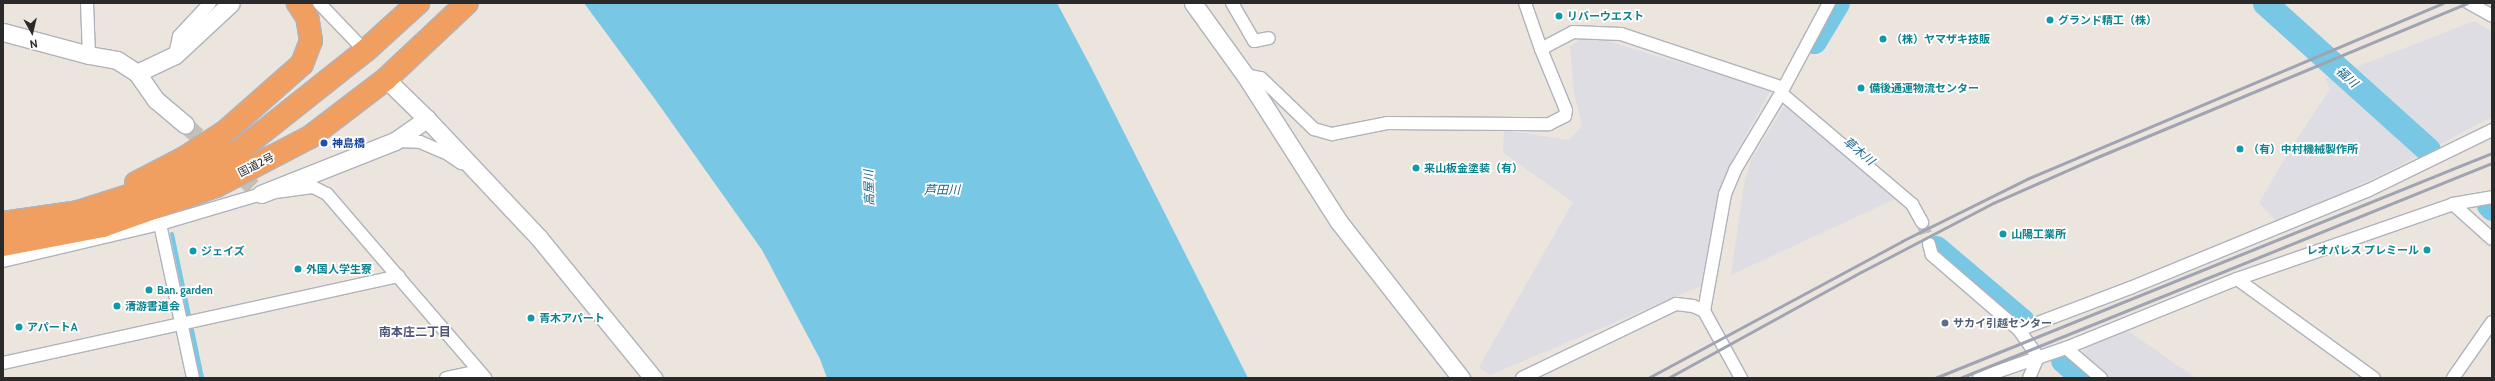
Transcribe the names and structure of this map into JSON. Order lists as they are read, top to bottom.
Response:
{
  "streets": {
    "highway": ["国道2号"]
  },
  "districts": ["南本庄二丁目"],
  "water": [
    "福川",
    "草木川",
    "高屋川",
    "芦田川"
  ],
  "places": [
    "リバーウエスト",
    "グランド精工（株）",
    "（株）ヤマザキ技販",
    "備後通運物流センター",
    "神島橋",
    "（有）中村機械製作所",
    "来山板金塗装（有）",
    "山陽工業所",
    "レオパレス プレミール",
    "ジェイズ",
    "外国人学生寮",
    "Ban. garden",
    "清游書道会",
    "青木アパート",
    "サカイ引越センター",
    "アパートA"
  ],
  "north": "bottom"
}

Exercise goal:
Please print the entries above exactly. Skip every picture.

Answer section:
Transcribe the names and structure of this map into JSON. Order lists as they are read, top to bottom.
Response:
{
  "streets": {
    "highway": ["国道2号"]
  },
  "districts": ["南本庄二丁目"],
  "water": [
    "福川",
    "草木川",
    "高屋川",
    "芦田川"
  ],
  "places": [
    "リバーウエスト",
    "グランド精工（株）",
    "（株）ヤマザキ技販",
    "備後通運物流センター",
    "神島橋",
    "（有）中村機械製作所",
    "来山板金塗装（有）",
    "山陽工業所",
    "レオパレス プレミール",
    "ジェイズ",
    "外国人学生寮",
    "Ban. garden",
    "清游書道会",
    "青木アパート",
    "サカイ引越センター",
    "アパートA"
  ],
  "north": "bottom"
}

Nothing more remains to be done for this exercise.